Alan William Clarke, Clarke Clarke, Kilmarnock, Va., for Respondent Barnard.

Michael Scott Hertzig, argued (Robert P. Davis, Sol. of Labor, Carol A. De Deo, Associate Sol., Janet R. Dunlop, Longshore, Office of Sol., U.S. Dept. of Labor, Washington, D.C., on brief), for respondent Director.

Appeal from the Benefits Review Board.

Before RUSSELL, Circuit Judge, HILL, Senior Circuit Judge for the Eleventh Circuit, sitting by designation, and WARD, Senior District Judge for the Middle District of North Carolina, sitting by designation.

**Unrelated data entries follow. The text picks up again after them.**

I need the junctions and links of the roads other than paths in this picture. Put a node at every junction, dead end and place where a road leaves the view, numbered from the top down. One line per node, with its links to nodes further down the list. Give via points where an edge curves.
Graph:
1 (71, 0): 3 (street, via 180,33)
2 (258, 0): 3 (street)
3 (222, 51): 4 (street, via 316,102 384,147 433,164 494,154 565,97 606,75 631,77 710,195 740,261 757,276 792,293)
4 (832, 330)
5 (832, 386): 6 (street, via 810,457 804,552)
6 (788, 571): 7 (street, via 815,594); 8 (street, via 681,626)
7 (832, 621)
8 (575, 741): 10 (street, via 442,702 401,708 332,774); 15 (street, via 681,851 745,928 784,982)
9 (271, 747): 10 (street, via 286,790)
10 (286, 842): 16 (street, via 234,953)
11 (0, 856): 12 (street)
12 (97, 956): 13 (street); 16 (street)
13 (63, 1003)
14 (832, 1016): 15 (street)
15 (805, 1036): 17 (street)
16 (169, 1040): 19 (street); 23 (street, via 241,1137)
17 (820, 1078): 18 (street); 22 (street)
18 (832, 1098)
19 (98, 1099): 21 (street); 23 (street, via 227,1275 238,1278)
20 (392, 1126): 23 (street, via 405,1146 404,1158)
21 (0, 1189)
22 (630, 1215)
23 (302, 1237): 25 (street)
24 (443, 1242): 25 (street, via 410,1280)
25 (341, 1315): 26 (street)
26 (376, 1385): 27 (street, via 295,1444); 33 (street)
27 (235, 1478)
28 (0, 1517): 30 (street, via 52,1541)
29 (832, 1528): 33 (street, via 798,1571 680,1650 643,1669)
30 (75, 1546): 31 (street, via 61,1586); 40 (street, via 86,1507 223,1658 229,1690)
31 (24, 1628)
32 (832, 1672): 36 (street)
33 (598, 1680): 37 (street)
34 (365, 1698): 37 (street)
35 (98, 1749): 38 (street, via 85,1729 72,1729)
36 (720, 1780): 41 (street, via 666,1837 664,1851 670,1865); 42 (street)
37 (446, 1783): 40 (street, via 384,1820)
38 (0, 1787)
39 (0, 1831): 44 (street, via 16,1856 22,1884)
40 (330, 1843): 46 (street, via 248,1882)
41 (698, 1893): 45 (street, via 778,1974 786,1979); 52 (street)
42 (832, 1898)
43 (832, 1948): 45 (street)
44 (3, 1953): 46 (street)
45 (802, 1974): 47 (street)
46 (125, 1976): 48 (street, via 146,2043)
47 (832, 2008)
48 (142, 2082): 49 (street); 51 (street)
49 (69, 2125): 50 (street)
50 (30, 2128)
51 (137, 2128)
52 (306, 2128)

HIRAM H. WARD, Senior District Judge:

[1] Petitioners Zapata Haynie Corporation and Aetna Casualty
Surety Company appeal from an award of benefits to respondent George G. Barnard, II, under the Longshore and Harbor Workers’ Compensation Act (LHWCA), 33 U.S.C. §§ 901, et seq. The Director, Office of Worker’s Compensation Programs, United States Department of Labor, is also named as a respondent. We affirm.

I
[2] Barnard was an aircraft pilot fish spotter for Zapata in Virginia from 1981 to 1984, when he was grounded by an FAA medical examiner after suffering from a major depressive illness. Zapata is in the business of catching and processing menhaden, a common non-food fish used for fish meal and oil. It operates a large fleet of fishing boats which work from the Carolinas to Massachusetts.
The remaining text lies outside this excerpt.